_Exercise_
From the entries below, gather every line containing the string "paths".

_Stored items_
-*-*-
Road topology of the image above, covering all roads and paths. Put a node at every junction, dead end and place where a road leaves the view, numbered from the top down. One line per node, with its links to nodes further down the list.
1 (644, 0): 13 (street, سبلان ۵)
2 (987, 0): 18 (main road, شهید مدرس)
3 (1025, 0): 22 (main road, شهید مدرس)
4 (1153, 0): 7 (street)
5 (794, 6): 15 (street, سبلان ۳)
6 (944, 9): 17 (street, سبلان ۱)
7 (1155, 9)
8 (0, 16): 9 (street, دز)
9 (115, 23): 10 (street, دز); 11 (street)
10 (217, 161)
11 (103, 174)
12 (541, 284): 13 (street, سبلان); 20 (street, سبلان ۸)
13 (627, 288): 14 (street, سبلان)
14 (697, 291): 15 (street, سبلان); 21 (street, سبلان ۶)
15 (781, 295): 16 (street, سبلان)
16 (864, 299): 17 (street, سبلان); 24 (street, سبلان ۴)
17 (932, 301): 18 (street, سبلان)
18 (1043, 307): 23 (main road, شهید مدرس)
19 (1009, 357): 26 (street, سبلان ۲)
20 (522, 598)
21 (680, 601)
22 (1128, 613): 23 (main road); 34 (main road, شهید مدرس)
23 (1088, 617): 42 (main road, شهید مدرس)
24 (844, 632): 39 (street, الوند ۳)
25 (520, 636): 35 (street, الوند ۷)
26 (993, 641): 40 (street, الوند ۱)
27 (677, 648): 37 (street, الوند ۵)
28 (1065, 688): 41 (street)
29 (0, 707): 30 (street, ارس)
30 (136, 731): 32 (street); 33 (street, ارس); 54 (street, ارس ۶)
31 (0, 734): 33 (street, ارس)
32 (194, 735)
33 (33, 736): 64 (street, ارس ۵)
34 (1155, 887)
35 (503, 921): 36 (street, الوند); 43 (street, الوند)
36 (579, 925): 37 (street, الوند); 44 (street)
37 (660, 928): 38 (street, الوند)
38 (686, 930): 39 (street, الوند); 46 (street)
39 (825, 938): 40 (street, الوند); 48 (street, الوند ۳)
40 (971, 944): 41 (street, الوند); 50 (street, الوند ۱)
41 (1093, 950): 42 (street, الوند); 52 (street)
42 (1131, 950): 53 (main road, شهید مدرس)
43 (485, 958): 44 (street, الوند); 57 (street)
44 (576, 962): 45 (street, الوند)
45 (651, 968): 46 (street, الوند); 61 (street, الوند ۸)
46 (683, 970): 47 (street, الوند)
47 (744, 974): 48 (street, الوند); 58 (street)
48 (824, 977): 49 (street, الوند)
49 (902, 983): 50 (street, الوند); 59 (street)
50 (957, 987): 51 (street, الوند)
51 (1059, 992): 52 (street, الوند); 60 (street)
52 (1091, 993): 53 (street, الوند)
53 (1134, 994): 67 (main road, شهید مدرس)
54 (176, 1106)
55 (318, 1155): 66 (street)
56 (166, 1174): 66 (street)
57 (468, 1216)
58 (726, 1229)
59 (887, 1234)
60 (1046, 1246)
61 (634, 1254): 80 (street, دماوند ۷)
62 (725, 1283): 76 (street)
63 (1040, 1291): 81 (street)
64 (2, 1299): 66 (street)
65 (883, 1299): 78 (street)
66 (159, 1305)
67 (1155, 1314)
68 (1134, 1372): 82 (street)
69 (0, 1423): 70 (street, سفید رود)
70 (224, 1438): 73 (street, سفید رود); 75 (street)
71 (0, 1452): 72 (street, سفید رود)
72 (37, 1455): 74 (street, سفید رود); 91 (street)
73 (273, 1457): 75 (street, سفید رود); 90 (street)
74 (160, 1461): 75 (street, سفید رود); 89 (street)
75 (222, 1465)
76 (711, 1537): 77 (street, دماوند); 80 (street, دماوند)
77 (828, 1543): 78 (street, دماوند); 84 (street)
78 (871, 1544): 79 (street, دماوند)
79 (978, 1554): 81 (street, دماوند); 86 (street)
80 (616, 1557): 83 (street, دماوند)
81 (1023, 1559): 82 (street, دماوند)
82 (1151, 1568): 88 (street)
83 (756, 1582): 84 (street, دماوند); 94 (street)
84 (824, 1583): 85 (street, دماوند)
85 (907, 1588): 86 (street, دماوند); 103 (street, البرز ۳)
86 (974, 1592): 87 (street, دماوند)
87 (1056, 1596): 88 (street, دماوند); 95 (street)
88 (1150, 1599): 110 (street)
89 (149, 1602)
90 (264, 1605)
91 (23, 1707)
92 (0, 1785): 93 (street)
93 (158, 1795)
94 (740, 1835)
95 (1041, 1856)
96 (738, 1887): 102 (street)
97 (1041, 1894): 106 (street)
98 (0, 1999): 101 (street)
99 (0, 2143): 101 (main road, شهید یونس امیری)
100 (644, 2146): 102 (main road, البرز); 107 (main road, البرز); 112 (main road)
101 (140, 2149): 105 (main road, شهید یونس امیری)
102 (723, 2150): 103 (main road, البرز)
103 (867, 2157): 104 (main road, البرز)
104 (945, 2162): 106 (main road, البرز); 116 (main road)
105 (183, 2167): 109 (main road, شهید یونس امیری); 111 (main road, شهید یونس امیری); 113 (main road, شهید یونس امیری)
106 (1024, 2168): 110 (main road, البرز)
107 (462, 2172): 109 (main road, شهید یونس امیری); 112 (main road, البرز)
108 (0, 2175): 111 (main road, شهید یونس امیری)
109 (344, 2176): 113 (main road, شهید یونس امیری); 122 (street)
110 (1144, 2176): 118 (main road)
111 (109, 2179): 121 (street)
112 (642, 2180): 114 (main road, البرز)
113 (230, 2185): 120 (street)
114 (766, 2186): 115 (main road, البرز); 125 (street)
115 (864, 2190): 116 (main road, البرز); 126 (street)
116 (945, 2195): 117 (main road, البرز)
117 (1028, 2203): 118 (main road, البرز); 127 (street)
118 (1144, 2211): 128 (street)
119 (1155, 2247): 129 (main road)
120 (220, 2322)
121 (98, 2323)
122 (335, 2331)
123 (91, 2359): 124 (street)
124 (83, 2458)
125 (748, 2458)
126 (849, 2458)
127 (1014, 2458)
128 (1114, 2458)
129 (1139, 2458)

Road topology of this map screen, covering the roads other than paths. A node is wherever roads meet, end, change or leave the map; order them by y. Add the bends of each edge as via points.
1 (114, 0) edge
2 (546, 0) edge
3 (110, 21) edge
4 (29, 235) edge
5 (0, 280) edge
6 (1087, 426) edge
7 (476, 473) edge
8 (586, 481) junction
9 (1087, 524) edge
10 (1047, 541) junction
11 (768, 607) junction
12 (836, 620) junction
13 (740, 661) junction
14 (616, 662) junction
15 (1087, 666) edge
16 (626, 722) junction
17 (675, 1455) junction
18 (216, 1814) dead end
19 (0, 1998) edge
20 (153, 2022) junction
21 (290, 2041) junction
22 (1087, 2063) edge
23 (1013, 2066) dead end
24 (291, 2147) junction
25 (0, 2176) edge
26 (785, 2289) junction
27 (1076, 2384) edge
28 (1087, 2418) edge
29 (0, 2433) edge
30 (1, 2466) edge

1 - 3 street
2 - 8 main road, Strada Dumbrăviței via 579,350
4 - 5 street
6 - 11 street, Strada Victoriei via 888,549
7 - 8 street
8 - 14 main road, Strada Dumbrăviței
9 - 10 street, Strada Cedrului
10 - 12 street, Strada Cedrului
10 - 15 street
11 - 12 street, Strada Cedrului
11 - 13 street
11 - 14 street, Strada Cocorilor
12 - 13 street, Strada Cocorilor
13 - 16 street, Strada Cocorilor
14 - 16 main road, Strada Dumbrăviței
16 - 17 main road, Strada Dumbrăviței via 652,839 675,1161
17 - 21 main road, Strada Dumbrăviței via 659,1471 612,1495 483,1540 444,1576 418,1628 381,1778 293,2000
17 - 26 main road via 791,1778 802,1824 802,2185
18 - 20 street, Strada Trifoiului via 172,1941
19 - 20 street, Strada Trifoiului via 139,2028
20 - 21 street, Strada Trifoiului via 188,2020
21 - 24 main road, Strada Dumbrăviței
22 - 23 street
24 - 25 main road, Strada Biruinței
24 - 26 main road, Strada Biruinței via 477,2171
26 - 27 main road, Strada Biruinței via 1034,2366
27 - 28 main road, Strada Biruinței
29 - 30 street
-*-*-
_Solution below_
Road topology of the image above, covering all roads and paths. Put a node at every junction, dead end and place where a road leaves the view, numbered from the top down. One line per node, with its links to nodes further down the list.
Road topology of this map screen, covering the roads other than paths. A node is wherever roads meet, end, change or leave the map; order them by y. Add the bends of each edge as via points.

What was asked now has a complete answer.